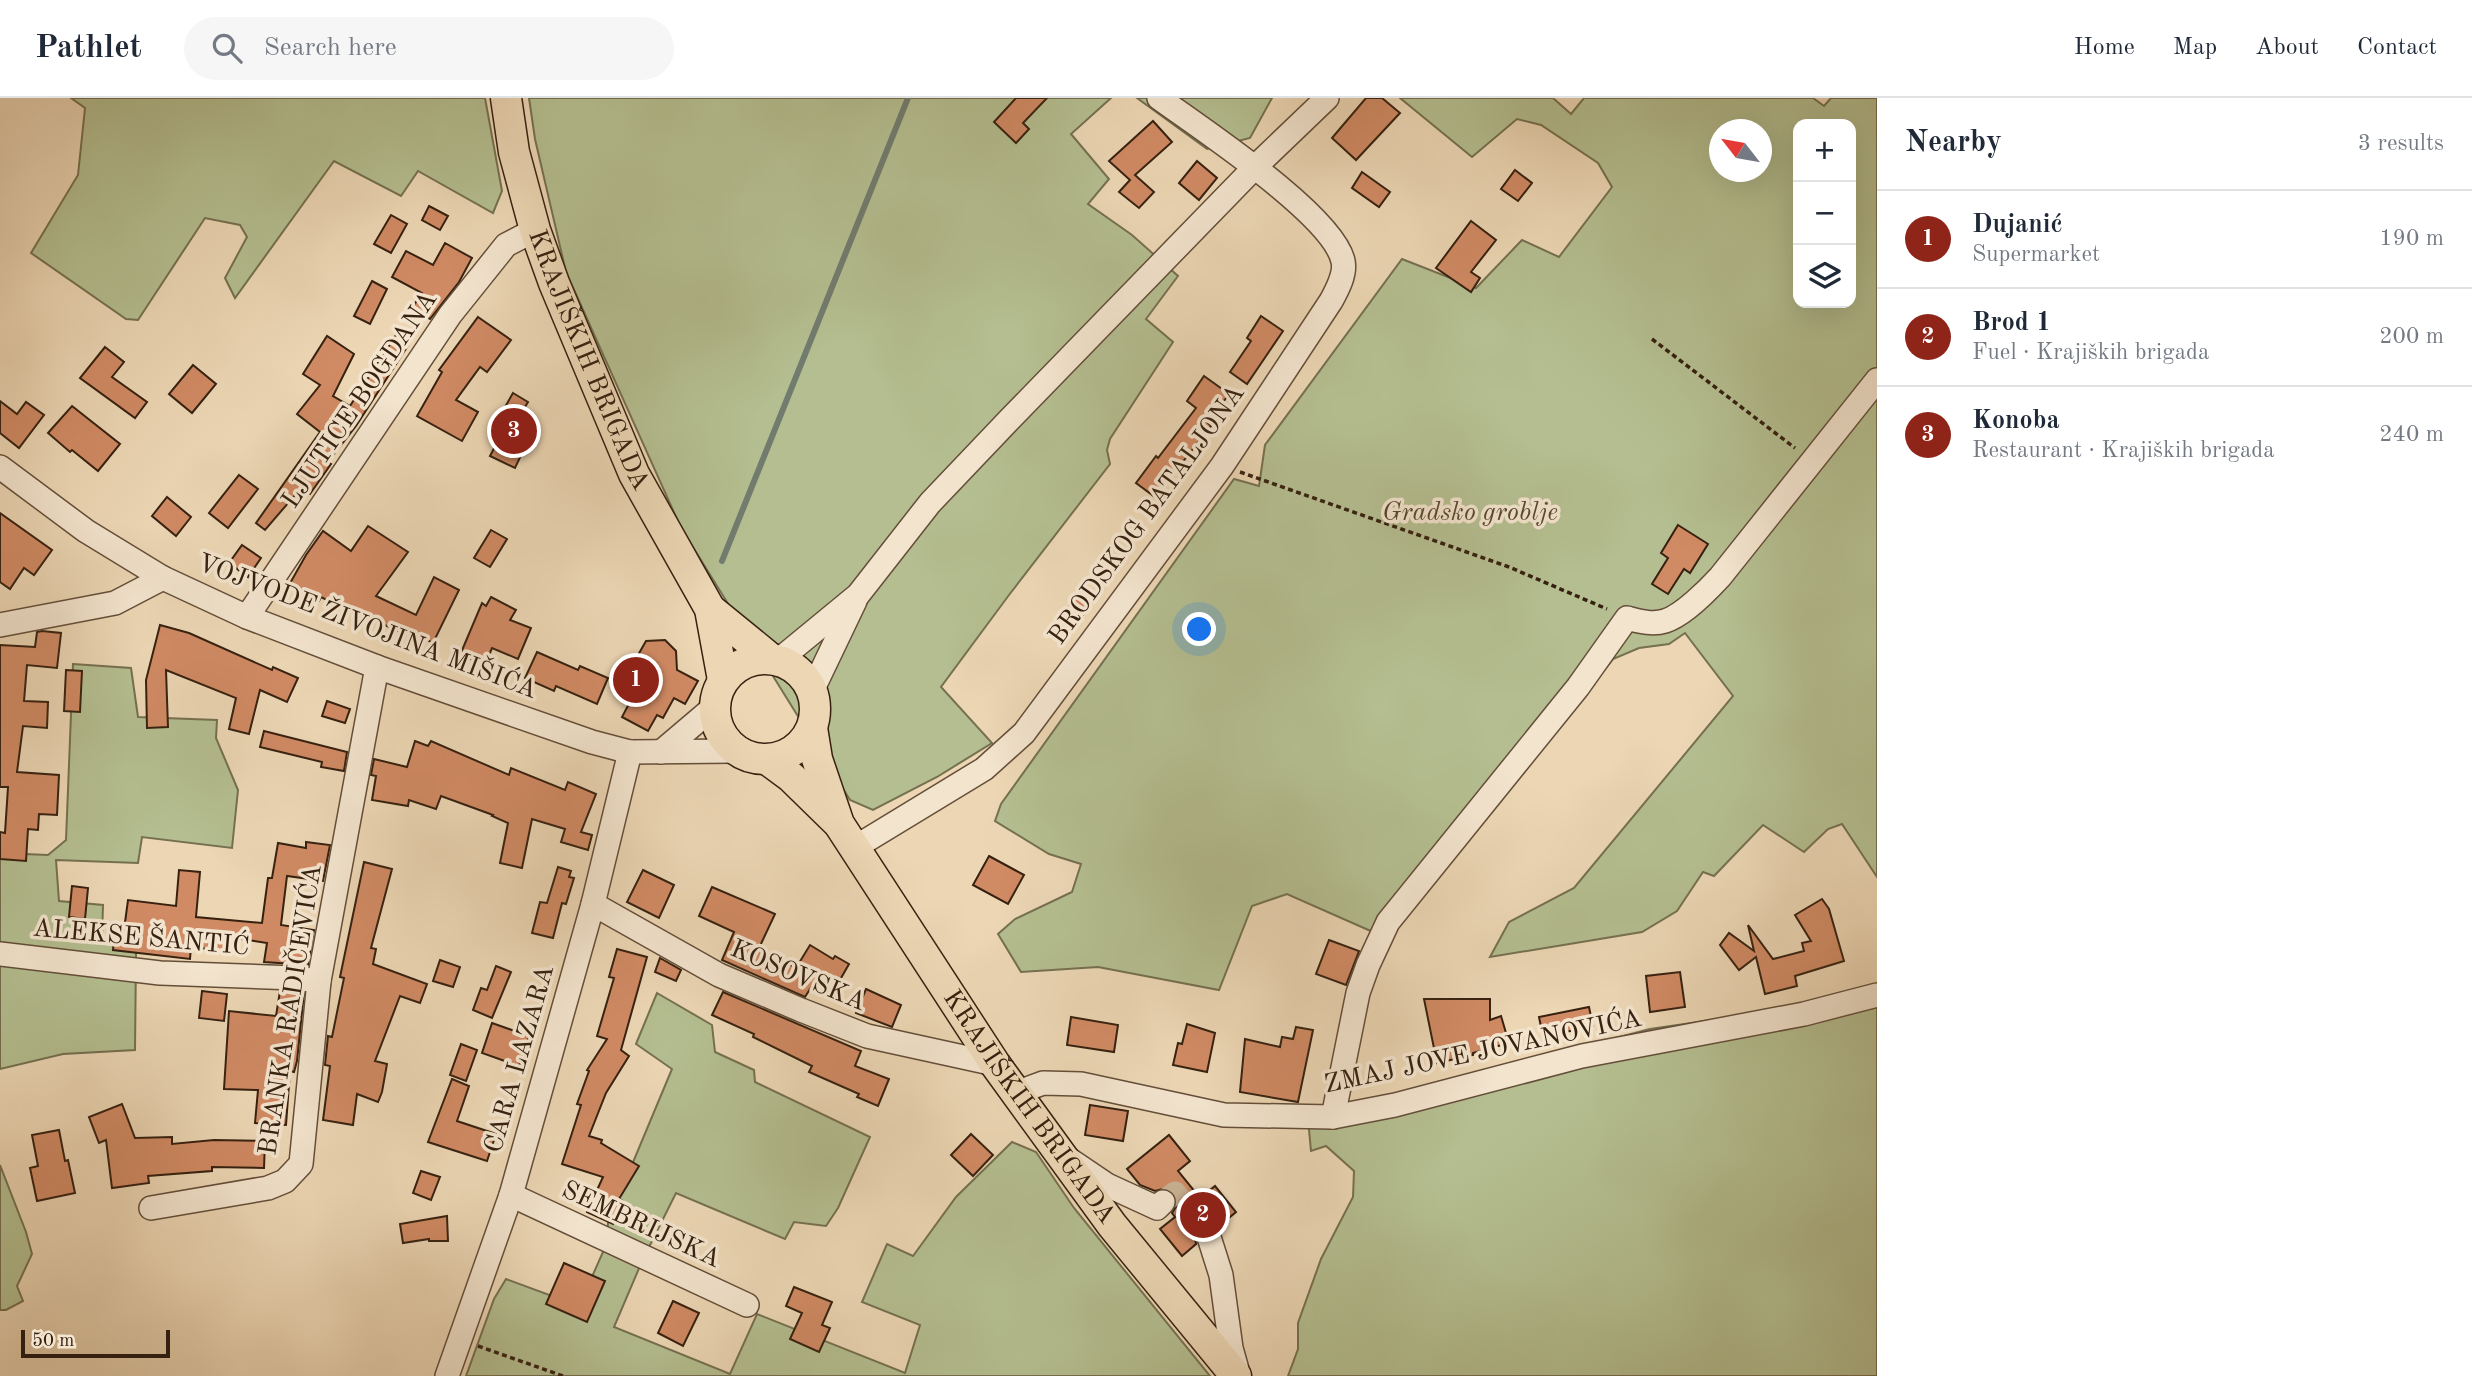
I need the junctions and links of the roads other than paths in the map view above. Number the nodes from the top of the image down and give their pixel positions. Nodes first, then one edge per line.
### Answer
1 (506, 98) edge
2 (1159, 98) edge
3 (1326, 98) edge
4 (1255, 167) junction
5 (535, 230) junction
6 (1877, 380) edge
7 (0, 467) edge
8 (163, 578) junction
9 (858, 595) junction
10 (710, 609) junction
11 (247, 617) junction
12 (0, 625) edge
13 (775, 659) junction
14 (377, 667) junction
15 (812, 691) junction
16 (719, 693) junction
17 (812, 728) junction
18 (735, 751) junction
19 (630, 752) junction
20 (661, 752) junction
21 (768, 760) junction
22 (846, 836) junction
23 (593, 904) junction
24 (0, 954) edge
25 (319, 982) junction
26 (1877, 995) edge
27 (995, 1064) junction
28 (1016, 1093) junction
29 (1333, 1117) junction
30 (1057, 1153) junction
31 (512, 1195) junction
32 (1163, 1202) tunnel mouth
33 (151, 1208) dead end
34 (1208, 1234) tunnel mouth
35 (747, 1305) dead end
36 (447, 1376) edge
37 (1238, 1376) edge

1 - 5 main road, KRAJIŠKIH BRIGADA
2 - 4 street, BRODSKOG BATALJONA
3 - 4 street
4 - 9 street
4 - 22 street, BRODSKOG BATALJONA
5 - 10 main road, KRAJIŠKIH BRIGADA
5 - 11 street, LJUTICE BOGDANA
6 - 29 street
7 - 8 street, VOJVODE ŽIVOJINA MIŠIĆA
8 - 11 street, VOJVODE ŽIVOJINA MIŠIĆA
8 - 12 street
9 - 13 street
9 - 15 street
10 - 13 main road, KRAJIŠKIH BRIGADA
10 - 16 main road, KRAJIŠKIH BRIGADA
11 - 14 street, VOJVODE ŽIVOJINA MIŠIĆA
13 - 15 main road
13 - 16 main road
14 - 19 street, VOJVODE ŽIVOJINA MIŠIĆA
14 - 25 street, BRANKA RADIČEVIĆA
15 - 17 main road
16 - 18 main road
16 - 20 street
17 - 21 main road
17 - 22 main road, KRAJIŠKIH BRIGADA
18 - 20 street, VOJVODE ŽIVOJINA MIŠIĆA
18 - 21 main road
19 - 20 street, VOJVODE ŽIVOJINA MIŠIĆA
19 - 23 street, CARA LAZARA
21 - 22 main road, KRAJIŠKIH BRIGADA
22 - 27 main road, KRAJIŠKIH BRIGADA
23 - 27 street, KOSOVSKA
23 - 31 street, CARA LAZARA
24 - 25 street, ALEKSE ŠANTIĆ
25 - 33 street, BRANKA RADIČEVIĆA
26 - 29 street, ZMAJ JOVE JOVANOVIĆA
27 - 28 main road, KRAJIŠKIH BRIGADA
28 - 29 street, ZMAJ JOVE JOVANOVIĆA
28 - 30 main road, KRAJIŠKIH BRIGADA
30 - 32 street
30 - 37 main road, KRAJIŠKIH BRIGADA
31 - 35 street, SEMBRIJSKA
31 - 36 street, CARA LAZARA
34 - 37 street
□ □ □
**Exercise goal:** Lines in the records above that contain the word "KRAJIŠKIH" need to be counted; the reply is that number and nothing else.

**Answer:** 10